Greenpeace USA Chief Program Officer Tefere Gebre noted the U.S. Department of Labor has listed seafood from Taiwan on its list of goods produced by child labor or forced labor in its own 2020 and 2022 reports, and said his organization has found evidence of serious issues of human trafficking and forced labor in the Taiwanese distant water fishing industry.

“While lives are at stake, governments and businesses have not addressed these issues with the urgency and resources they require,” Gebre said. “The revelations in our submission detail issues happening right now and should deepen concerns about the high-risk nature of the seafood supply chain. We call on the U.S. government to increase its monitoring of seafood imports and strengthen efforts to prevent these harms from occurring in the first place. Companies that source these products must prioritize the safety and wellbeing of workers in their supply chains and ensure their customers receive products free from forced labor and modern slavery.”

In Thailand, the country’s government committed in August 2022 to granting migrant workers the legal right to establish labor unions as part of its anti-trafficking efforts, and adopted anti-trafficking measures intended to strengthen the identification of survivors of forced labor. But it has not fulfilled its obligations to make those policies effective, according to the Seafood Working Group.

“The government of Thailand has not provided evidence of increasing efforts to combat severe forms of trafficking in persons compared to the previous year, including not adequately adopting the majority of the TIP Office’s prioritized recommendations outlined in the 2022 TIP Report,” the group said.

Recent elections in Thailand have given the Seafood Working Group hope that change is coming to Thailand’s seafood industry, according to The Freedom Fund Senior Program Advisor Roisai Wongsuban. But forced labor, including cases in which workers are unable to resign due to document retention, withholding of wages, physical violence, debt bondage, or death threats, is still a reality in Thailand, Wongsuban said.

Last year, the Seafood Working Group made a similar demand for the U.S. State Department to downgrade Taiwan and Thailand in its 2022 report.

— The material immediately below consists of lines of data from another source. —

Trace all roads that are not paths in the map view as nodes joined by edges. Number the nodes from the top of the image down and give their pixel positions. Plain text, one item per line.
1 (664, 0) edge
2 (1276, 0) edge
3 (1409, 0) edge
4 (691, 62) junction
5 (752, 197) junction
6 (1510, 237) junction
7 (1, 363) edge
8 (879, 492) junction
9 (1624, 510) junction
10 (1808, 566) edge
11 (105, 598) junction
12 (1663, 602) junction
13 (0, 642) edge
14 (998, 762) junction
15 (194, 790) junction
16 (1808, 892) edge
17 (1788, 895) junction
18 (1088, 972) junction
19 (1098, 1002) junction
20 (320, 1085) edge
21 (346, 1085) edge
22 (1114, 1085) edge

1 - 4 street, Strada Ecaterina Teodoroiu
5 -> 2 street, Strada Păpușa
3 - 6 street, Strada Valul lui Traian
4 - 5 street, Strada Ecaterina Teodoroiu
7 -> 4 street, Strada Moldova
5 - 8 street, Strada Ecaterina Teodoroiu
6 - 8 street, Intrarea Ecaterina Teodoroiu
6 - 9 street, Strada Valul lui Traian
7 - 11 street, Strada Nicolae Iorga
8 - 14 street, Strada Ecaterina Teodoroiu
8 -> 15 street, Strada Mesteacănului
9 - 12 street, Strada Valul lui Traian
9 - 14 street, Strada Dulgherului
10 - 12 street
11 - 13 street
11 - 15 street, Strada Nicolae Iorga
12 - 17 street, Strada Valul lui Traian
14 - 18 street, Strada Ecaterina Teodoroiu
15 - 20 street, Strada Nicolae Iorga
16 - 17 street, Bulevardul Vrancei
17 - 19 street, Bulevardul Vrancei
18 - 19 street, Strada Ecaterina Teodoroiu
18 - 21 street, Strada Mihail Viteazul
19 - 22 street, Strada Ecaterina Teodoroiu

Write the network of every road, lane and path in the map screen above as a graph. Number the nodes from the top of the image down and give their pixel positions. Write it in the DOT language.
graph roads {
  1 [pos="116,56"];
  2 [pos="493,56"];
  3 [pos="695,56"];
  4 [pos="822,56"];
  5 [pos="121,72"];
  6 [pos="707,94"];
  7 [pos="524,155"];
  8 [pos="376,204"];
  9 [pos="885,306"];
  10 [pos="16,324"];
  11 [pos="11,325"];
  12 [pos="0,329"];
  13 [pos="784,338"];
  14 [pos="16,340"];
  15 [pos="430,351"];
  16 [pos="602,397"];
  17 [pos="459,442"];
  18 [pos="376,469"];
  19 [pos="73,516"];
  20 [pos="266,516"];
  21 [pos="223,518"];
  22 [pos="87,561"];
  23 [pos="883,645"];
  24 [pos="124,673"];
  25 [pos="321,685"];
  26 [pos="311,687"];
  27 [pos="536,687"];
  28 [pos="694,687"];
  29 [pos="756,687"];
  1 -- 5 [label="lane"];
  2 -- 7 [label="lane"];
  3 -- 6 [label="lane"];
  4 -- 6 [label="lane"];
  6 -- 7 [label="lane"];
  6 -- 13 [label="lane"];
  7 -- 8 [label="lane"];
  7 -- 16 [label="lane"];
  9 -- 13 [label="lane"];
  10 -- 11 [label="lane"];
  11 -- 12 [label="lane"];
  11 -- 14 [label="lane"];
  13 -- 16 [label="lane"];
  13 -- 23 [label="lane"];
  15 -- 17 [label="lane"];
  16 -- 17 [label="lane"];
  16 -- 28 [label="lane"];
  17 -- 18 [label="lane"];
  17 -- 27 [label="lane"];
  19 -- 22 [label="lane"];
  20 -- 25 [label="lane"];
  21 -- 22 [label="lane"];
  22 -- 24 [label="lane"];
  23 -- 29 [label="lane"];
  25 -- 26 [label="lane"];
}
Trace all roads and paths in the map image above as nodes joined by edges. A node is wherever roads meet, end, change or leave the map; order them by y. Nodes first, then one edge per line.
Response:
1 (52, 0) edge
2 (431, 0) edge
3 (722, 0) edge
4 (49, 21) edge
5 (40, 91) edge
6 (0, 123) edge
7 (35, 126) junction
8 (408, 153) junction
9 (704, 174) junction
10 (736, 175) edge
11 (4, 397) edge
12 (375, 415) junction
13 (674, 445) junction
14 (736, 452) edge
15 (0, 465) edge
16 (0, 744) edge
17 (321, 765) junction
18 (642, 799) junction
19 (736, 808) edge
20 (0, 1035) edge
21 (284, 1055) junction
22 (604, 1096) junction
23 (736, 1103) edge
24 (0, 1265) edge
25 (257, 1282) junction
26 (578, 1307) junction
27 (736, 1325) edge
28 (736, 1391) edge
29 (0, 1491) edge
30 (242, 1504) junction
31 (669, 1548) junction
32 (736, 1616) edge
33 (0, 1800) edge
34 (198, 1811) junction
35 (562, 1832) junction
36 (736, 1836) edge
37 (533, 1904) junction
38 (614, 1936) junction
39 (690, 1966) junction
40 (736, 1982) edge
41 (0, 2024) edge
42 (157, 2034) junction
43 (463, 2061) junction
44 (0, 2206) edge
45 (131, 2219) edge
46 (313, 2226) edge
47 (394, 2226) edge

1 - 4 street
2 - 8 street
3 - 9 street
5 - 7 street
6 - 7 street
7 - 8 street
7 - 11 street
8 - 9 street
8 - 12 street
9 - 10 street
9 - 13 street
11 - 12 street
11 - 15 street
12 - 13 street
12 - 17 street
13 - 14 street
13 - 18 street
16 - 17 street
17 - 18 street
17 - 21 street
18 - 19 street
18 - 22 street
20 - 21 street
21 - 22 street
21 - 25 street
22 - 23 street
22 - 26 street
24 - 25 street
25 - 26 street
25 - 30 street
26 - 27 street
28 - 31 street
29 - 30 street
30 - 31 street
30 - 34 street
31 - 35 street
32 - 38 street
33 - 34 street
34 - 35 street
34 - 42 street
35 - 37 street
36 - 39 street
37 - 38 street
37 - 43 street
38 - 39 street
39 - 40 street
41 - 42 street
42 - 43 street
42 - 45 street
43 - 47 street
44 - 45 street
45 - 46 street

GLJ-ILRF Executive Director Jennifer Rosenbaum said the group will continue to demand action until labor exploitation issues are fully addressed by both countries.

“Continuous barriers to migrant workers’ ability to exercise their fundamental labor rights, including discriminatory legal frameworks, short-term guest-worker policies, and misconduct by authorities, must be addressed to end exploitation,” Rosenbaum said. “We intend that the submissions to the State Department bring workers’ experiences into policy-making spaces in the U.S. and in Thailand and Taiwan. Our experience shows that ensuring workers’ fundamental rights to freedom of association and collective bargaining prevents situations of exploitation that lead to forced labor from occurring in the first place.”